Allí era adonde había ido Marius la primera vez que se ausentó de París. Era allí adonde iba cada vez que el señor Gillenormand decía: «Duerme fuera de casa».

El teniente Théodule se quedó desconcertado a consecuencia de este encuentro inesperado con un sepulcro; experimentando una sensación desagradable y singular, que era incapaz de analizar, y que se componía del respeto a una tumba y del respeto a un coronel, retrocedió, dejando a Marius solo en el cementerio; y en esta retirada hubo algo de disciplina. La muerte se le apareció con grandes charreteras, y él le hizo casi el saludo militar. No sabiendo qué escribir a su tía, tomó el partido de no escribirle; y probablemente no habría tenido resultado alguno el descubrimiento hecho por Théodule sobre los amores de Marius, si por una de estas coincidencias misteriosas, tan frecuentes en la vida, la escena de Vernon no hubiese tenido, por decirlo así, una especie de eco en París.

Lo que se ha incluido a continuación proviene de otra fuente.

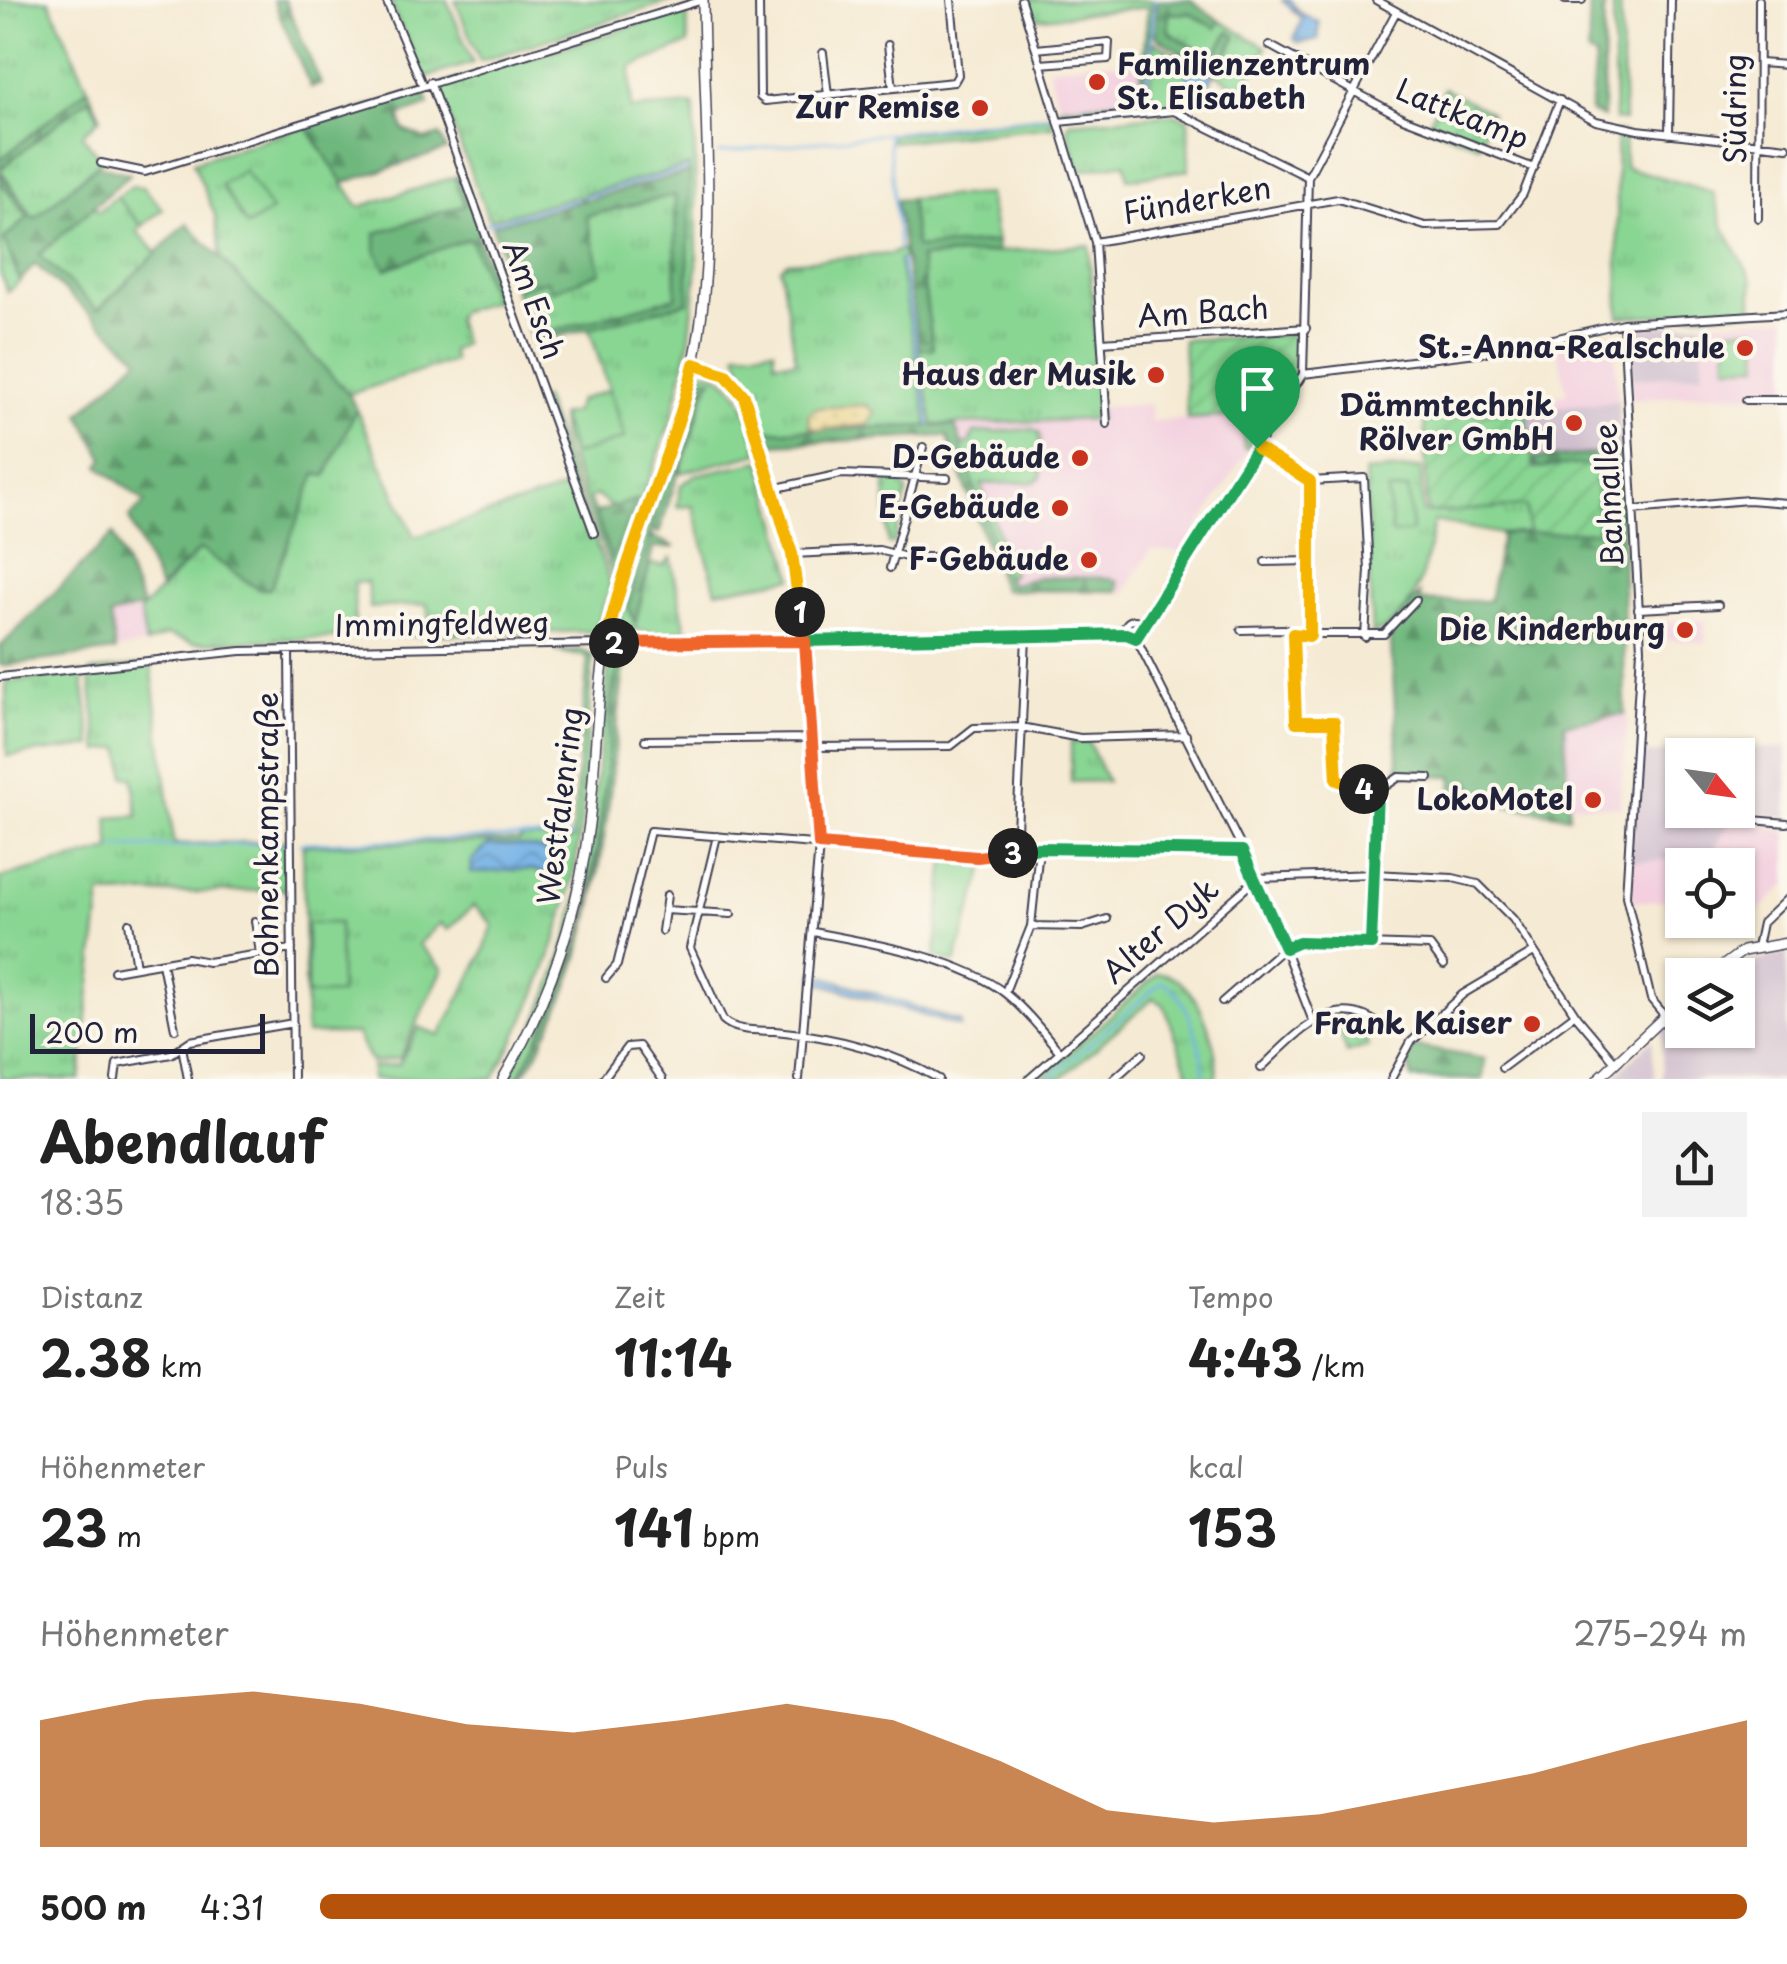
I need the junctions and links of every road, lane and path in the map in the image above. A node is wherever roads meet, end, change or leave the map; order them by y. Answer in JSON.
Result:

Marius llegó de Vernon tres días después, muy temprano; fue a casa de su abuelo, y cansado de las dos noches que había pasado en la diligencia, sintiendo la necesidad de reparar su insomnio con una hora de escuela de natación, subió rápidamente a su cuarto, y sin emplear más tiempo que el necesario para quitarse la levita de viaje y el cordón negro que llevaba al cuello, se fue al baño.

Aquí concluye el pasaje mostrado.